Stored items
──────
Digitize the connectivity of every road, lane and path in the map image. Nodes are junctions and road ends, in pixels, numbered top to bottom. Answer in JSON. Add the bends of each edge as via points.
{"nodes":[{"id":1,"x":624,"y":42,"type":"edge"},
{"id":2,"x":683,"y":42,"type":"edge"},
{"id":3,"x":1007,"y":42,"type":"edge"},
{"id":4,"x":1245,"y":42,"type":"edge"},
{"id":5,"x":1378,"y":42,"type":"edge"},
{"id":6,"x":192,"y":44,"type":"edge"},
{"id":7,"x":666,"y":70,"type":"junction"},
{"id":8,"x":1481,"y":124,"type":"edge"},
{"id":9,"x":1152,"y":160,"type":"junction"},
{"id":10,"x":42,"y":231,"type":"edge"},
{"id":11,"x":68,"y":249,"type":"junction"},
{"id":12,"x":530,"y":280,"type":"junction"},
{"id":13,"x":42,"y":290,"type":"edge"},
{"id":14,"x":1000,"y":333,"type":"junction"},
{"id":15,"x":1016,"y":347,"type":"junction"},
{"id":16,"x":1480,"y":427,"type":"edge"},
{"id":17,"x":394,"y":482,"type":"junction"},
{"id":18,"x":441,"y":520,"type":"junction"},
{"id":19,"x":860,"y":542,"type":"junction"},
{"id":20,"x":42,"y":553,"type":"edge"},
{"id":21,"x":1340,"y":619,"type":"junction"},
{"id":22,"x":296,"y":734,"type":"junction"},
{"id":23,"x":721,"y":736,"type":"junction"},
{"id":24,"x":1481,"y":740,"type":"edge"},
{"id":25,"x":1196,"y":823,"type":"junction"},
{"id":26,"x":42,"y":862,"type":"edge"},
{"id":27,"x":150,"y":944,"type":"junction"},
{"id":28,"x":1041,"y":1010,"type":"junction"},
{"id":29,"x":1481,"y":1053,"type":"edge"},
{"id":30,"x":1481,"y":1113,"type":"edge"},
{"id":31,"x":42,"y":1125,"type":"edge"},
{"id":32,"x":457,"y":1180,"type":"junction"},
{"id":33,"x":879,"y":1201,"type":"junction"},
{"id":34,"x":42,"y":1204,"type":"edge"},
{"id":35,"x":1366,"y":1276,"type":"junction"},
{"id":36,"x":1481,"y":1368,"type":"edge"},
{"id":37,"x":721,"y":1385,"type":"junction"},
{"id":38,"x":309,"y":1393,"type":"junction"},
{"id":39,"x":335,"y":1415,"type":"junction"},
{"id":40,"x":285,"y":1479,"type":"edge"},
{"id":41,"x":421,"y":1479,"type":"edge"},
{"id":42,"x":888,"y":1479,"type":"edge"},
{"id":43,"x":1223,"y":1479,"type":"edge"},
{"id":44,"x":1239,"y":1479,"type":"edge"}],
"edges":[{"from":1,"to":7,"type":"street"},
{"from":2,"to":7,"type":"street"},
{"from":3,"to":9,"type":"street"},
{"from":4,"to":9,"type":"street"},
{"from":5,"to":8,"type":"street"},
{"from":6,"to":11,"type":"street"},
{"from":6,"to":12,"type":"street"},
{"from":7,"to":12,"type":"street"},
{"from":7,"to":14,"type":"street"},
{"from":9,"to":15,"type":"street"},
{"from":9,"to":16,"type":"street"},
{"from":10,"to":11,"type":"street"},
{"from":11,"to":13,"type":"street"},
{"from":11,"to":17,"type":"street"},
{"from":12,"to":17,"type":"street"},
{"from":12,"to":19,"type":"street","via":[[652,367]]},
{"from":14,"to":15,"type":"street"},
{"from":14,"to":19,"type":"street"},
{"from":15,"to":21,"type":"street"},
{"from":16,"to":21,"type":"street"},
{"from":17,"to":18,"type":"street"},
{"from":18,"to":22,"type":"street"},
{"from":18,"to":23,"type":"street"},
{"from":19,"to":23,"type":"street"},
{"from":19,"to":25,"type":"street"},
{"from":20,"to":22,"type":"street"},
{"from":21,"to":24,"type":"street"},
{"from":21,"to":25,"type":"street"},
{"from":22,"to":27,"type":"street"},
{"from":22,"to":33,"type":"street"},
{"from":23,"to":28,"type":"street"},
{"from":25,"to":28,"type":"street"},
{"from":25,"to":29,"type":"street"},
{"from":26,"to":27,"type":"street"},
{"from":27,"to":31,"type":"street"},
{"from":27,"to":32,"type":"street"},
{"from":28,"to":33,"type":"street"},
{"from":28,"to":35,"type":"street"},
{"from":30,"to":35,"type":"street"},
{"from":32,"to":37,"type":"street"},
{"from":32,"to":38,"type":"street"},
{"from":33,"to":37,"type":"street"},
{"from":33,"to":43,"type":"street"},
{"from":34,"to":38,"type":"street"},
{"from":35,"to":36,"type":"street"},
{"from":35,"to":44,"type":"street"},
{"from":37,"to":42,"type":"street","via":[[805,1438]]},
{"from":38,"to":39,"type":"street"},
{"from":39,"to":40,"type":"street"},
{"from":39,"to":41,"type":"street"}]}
──────
**EXERCISE BRIEF:** An exact copy of every record is required.

**ANSWER BELOW:**
Digitize the connectivity of every road, lane and path in the map image. Nodes are junctions and road ends, in pixels, numbered top to bottom. Answer in JSON. Add the bends of each edge as via points.
{"nodes":[{"id":1,"x":624,"y":42,"type":"edge"},
{"id":2,"x":683,"y":42,"type":"edge"},
{"id":3,"x":1007,"y":42,"type":"edge"},
{"id":4,"x":1245,"y":42,"type":"edge"},
{"id":5,"x":1378,"y":42,"type":"edge"},
{"id":6,"x":192,"y":44,"type":"edge"},
{"id":7,"x":666,"y":70,"type":"junction"},
{"id":8,"x":1481,"y":124,"type":"edge"},
{"id":9,"x":1152,"y":160,"type":"junction"},
{"id":10,"x":42,"y":231,"type":"edge"},
{"id":11,"x":68,"y":249,"type":"junction"},
{"id":12,"x":530,"y":280,"type":"junction"},
{"id":13,"x":42,"y":290,"type":"edge"},
{"id":14,"x":1000,"y":333,"type":"junction"},
{"id":15,"x":1016,"y":347,"type":"junction"},
{"id":16,"x":1480,"y":427,"type":"edge"},
{"id":17,"x":394,"y":482,"type":"junction"},
{"id":18,"x":441,"y":520,"type":"junction"},
{"id":19,"x":860,"y":542,"type":"junction"},
{"id":20,"x":42,"y":553,"type":"edge"},
{"id":21,"x":1340,"y":619,"type":"junction"},
{"id":22,"x":296,"y":734,"type":"junction"},
{"id":23,"x":721,"y":736,"type":"junction"},
{"id":24,"x":1481,"y":740,"type":"edge"},
{"id":25,"x":1196,"y":823,"type":"junction"},
{"id":26,"x":42,"y":862,"type":"edge"},
{"id":27,"x":150,"y":944,"type":"junction"},
{"id":28,"x":1041,"y":1010,"type":"junction"},
{"id":29,"x":1481,"y":1053,"type":"edge"},
{"id":30,"x":1481,"y":1113,"type":"edge"},
{"id":31,"x":42,"y":1125,"type":"edge"},
{"id":32,"x":457,"y":1180,"type":"junction"},
{"id":33,"x":879,"y":1201,"type":"junction"},
{"id":34,"x":42,"y":1204,"type":"edge"},
{"id":35,"x":1366,"y":1276,"type":"junction"},
{"id":36,"x":1481,"y":1368,"type":"edge"},
{"id":37,"x":721,"y":1385,"type":"junction"},
{"id":38,"x":309,"y":1393,"type":"junction"},
{"id":39,"x":335,"y":1415,"type":"junction"},
{"id":40,"x":285,"y":1479,"type":"edge"},
{"id":41,"x":421,"y":1479,"type":"edge"},
{"id":42,"x":888,"y":1479,"type":"edge"},
{"id":43,"x":1223,"y":1479,"type":"edge"},
{"id":44,"x":1239,"y":1479,"type":"edge"}],
"edges":[{"from":1,"to":7,"type":"street"},
{"from":2,"to":7,"type":"street"},
{"from":3,"to":9,"type":"street"},
{"from":4,"to":9,"type":"street"},
{"from":5,"to":8,"type":"street"},
{"from":6,"to":11,"type":"street"},
{"from":6,"to":12,"type":"street"},
{"from":7,"to":12,"type":"street"},
{"from":7,"to":14,"type":"street"},
{"from":9,"to":15,"type":"street"},
{"from":9,"to":16,"type":"street"},
{"from":10,"to":11,"type":"street"},
{"from":11,"to":13,"type":"street"},
{"from":11,"to":17,"type":"street"},
{"from":12,"to":17,"type":"street"},
{"from":12,"to":19,"type":"street","via":[[652,367]]},
{"from":14,"to":15,"type":"street"},
{"from":14,"to":19,"type":"street"},
{"from":15,"to":21,"type":"street"},
{"from":16,"to":21,"type":"street"},
{"from":17,"to":18,"type":"street"},
{"from":18,"to":22,"type":"street"},
{"from":18,"to":23,"type":"street"},
{"from":19,"to":23,"type":"street"},
{"from":19,"to":25,"type":"street"},
{"from":20,"to":22,"type":"street"},
{"from":21,"to":24,"type":"street"},
{"from":21,"to":25,"type":"street"},
{"from":22,"to":27,"type":"street"},
{"from":22,"to":33,"type":"street"},
{"from":23,"to":28,"type":"street"},
{"from":25,"to":28,"type":"street"},
{"from":25,"to":29,"type":"street"},
{"from":26,"to":27,"type":"street"},
{"from":27,"to":31,"type":"street"},
{"from":27,"to":32,"type":"street"},
{"from":28,"to":33,"type":"street"},
{"from":28,"to":35,"type":"street"},
{"from":30,"to":35,"type":"street"},
{"from":32,"to":37,"type":"street"},
{"from":32,"to":38,"type":"street"},
{"from":33,"to":37,"type":"street"},
{"from":33,"to":43,"type":"street"},
{"from":34,"to":38,"type":"street"},
{"from":35,"to":36,"type":"street"},
{"from":35,"to":44,"type":"street"},
{"from":37,"to":42,"type":"street","via":[[805,1438]]},
{"from":38,"to":39,"type":"street"},
{"from":39,"to":40,"type":"street"},
{"from":39,"to":41,"type":"street"}]}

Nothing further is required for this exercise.